▶ [Problem requirements]: Would you return the lines that run from the start of the data below to the line with "ring tip: (185, 128)", both included, exactly as written and without pictures?

==== Material for this exercise ====

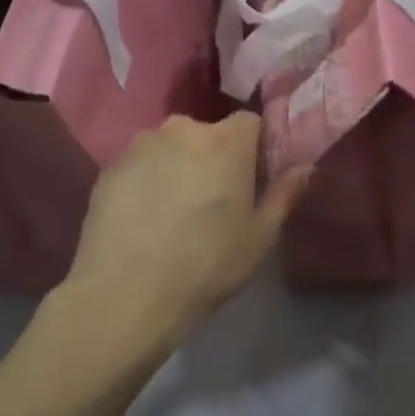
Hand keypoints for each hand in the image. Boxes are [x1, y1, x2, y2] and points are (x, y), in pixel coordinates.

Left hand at [65, 113, 308, 349]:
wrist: (126, 294)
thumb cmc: (207, 266)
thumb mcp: (260, 237)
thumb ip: (284, 194)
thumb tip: (305, 167)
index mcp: (226, 143)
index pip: (249, 121)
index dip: (255, 147)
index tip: (253, 177)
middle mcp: (181, 131)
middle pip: (208, 133)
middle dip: (215, 156)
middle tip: (215, 199)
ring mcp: (139, 146)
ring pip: (171, 147)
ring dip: (179, 166)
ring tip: (176, 210)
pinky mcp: (109, 167)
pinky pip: (141, 164)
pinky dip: (148, 180)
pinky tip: (146, 217)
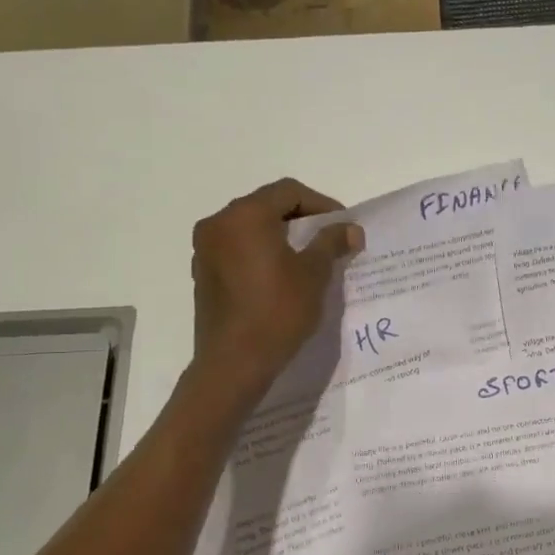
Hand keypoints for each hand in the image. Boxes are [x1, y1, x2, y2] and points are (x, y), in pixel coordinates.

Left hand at [191, 178, 361, 391]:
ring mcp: (205, 249)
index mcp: (245, 216)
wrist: (234, 363)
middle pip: (266, 206)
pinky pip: (237, 249)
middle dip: (300, 219)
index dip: (321, 204)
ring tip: (307, 258)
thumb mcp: (313, 274)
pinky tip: (280, 276)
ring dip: (280, 235)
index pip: (288, 192)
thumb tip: (352, 229)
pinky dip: (260, 252)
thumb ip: (331, 243)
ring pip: (250, 228)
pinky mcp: (203, 273)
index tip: (342, 226)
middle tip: (328, 239)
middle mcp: (218, 223)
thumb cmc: (277, 312)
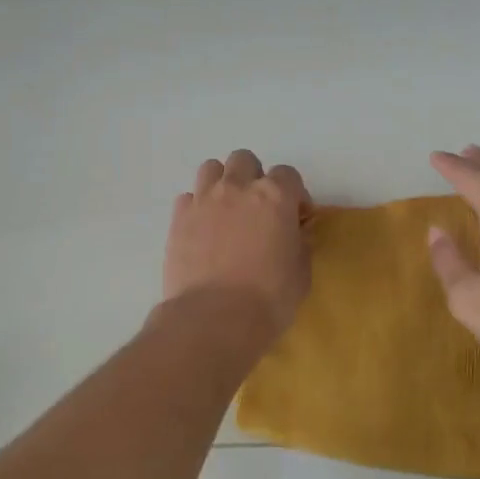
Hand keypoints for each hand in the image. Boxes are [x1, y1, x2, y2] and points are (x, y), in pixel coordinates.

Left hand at [164, 150, 311, 334]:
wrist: (214, 318)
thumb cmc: (269, 298)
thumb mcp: (301, 273)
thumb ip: (299, 243)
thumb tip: (294, 234)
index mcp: (275, 196)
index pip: (288, 175)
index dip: (295, 195)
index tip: (296, 217)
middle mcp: (237, 188)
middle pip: (245, 160)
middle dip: (254, 178)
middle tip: (258, 209)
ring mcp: (204, 201)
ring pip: (211, 169)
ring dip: (222, 183)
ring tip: (227, 211)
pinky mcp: (178, 219)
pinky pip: (188, 199)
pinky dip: (197, 208)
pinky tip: (203, 231)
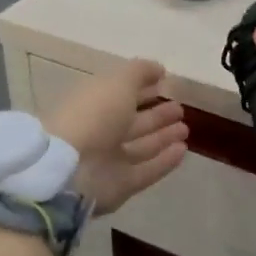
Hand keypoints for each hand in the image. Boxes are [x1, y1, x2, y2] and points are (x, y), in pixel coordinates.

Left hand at [44, 59, 189, 213]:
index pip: (121, 94)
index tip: (165, 83)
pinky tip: (183, 149)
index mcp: (93, 103)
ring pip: (141, 147)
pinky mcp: (120, 185)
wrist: (71, 169)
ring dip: (163, 137)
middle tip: (180, 109)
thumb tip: (159, 69)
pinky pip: (147, 170)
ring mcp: (109, 161)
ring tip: (185, 128)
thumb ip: (140, 72)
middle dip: (156, 115)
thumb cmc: (93, 116)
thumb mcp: (118, 82)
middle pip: (132, 122)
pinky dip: (165, 161)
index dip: (142, 88)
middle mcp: (100, 132)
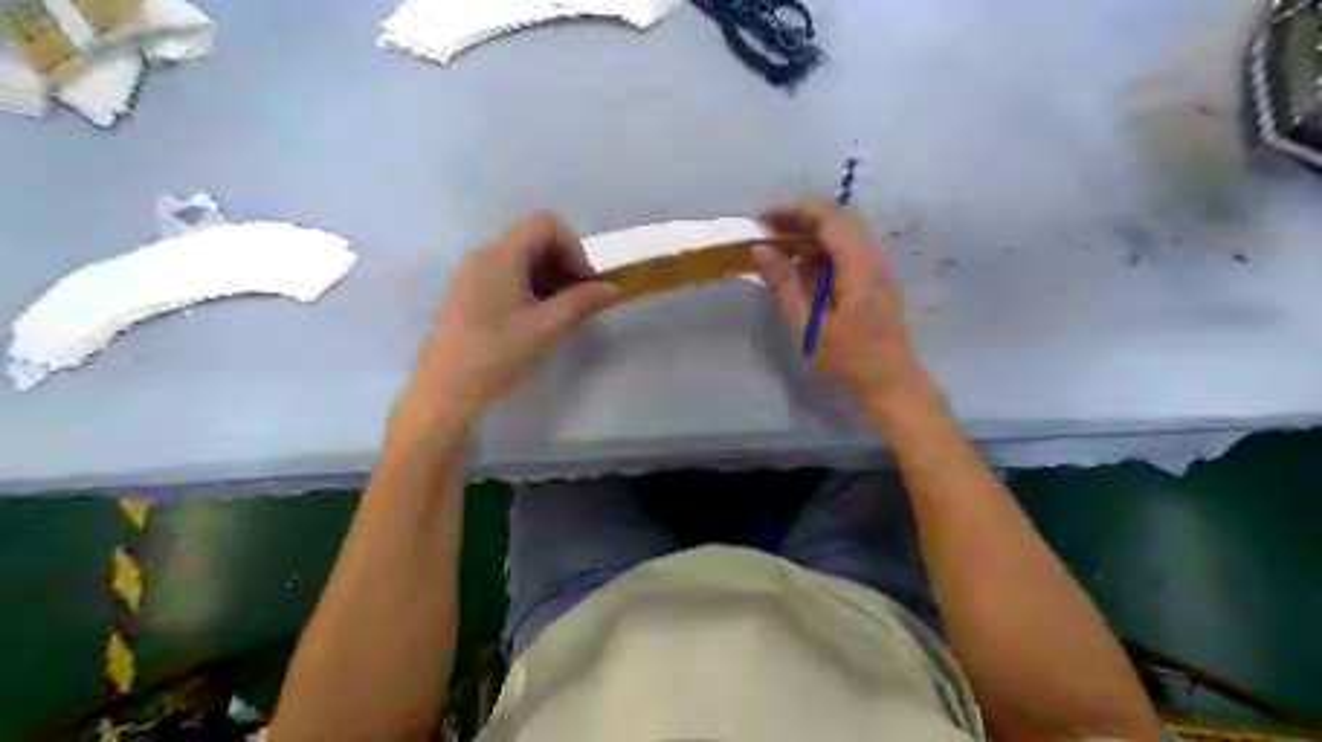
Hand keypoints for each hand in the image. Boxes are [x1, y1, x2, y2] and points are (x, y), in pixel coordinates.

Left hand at [398, 213, 620, 425]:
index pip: (545, 224)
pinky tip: (538, 317)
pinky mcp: (469, 292)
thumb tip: (613, 289)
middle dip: (564, 262)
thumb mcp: (546, 327)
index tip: (585, 282)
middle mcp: (485, 255)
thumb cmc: (497, 353)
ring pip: (521, 258)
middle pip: (534, 238)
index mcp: (501, 255)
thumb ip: (582, 302)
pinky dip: (531, 286)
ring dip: (549, 276)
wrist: (444, 388)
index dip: (573, 247)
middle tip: (579, 298)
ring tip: (562, 311)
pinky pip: (507, 274)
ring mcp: (473, 273)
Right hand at [755, 201, 927, 408]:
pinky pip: (848, 252)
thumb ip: (784, 284)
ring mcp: (878, 269)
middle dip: (800, 218)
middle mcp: (873, 258)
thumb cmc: (848, 360)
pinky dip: (822, 252)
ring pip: (844, 234)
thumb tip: (761, 249)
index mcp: (859, 266)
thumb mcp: (808, 326)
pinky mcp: (875, 282)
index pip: (828, 217)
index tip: (761, 218)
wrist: (891, 385)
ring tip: (779, 252)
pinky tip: (803, 272)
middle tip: (766, 231)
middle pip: (839, 219)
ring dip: (810, 235)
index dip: (793, 210)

====

▶ [Solution for this task]:
Hand keypoints for each hand in the image. Boxes are [x1, y1, x2, y2] and points are (x, y), in pixel coordinates.

Left hand at [65, 113, 308, 349]:
wrist: (126, 294)
thumb cmc: (207, 266)
thumb mcp: (260, 237)
thumb ip: (284, 194)
thumb tip: (305, 167)
index mcp: (226, 143)
index pip: (249, 121)
index dip: (255, 147)
index tip: (253, 177)
middle mcp: (181, 131)
middle pip: (208, 133)
middle dip: (215, 156)
middle tip: (215, 199)
ring mcp: (139, 146)
ring pip: (171, 147)
ring dip: (179, 166)
ring tip: (176, 210)
pinky mcp: (109, 167)
pinky pip: (141, 164)
pinky dip: (148, 180)
pinky tip: (146, 217)
Hand keypoints for each hand in the image. Boxes are [x1, y1, x2, y2] and points are (x, y), in pixel coordinates.

Left hand at [191, 178, 361, 391]:
ring mcp: (205, 249)
index mcp: (245, 216)
wrist: (234, 363)
middle pip: (266, 206)
pinky pip: (237, 249)
middle dip: (300, 219)
index dip: (321, 204)
ring tip: (307, 258)
thumb mcp: (313, 274)
pinky tip: (280, 276)
ring dip: (280, 235)
index pip: (288, 192)
thumb tip: (352, 229)
pinky dip: (260, 252)
thumb ip: (331, 243)
ring pip: (250, 228)
pinky mcp: (203, 273)
index tip: (342, 226)
middle tip: (328, 239)
middle mcp: (218, 223)
thumb cmc: (277, 312)
Hand keypoints for each hand in the image. Boxes are [x1, y1, x2, y2] and points are (x, y), in pixel coordinates.

Left hand at [164, 150, 311, 334]:
wrist: (214, 318)
thumb cmc: (269, 298)
thumb mcp: (301, 273)
thumb ip: (299, 243)
thumb tip: (294, 234)
index mcp: (275, 196)
index pip: (288, 175)
index dip: (295, 195)
index tip: (296, 217)
middle mcp: (237, 188)
middle pip: (245, 160)
middle dip: (254, 178)
middle tip: (258, 209)
ring mcp: (204, 201)
ring pip: (211, 169)
ring dip: (222, 183)
ring tip: (227, 211)
pinky mcp: (178, 219)
pinky pip: (188, 199)
pinky dip: (197, 208)
pinky tip: (203, 231)
Hand keypoints for each hand in the image. Boxes are [x1, y1, x2, y2] and points are (x, y), in pixel coordinates.

Left hand at [44, 59, 189, 213]:
index pip: (121, 94)
index tip: (165, 83)
pinky tip: (183, 149)
index mcp: (93, 103)
ring pip: (141, 147)
pinky mcp: (120, 185)
wrist: (71, 169)
ring dip: (163, 137)
middle tip: (180, 109)
thumb tip: (159, 69)
pinky pip: (147, 170)
ring mcp: (109, 161)
ring tip: (185, 128)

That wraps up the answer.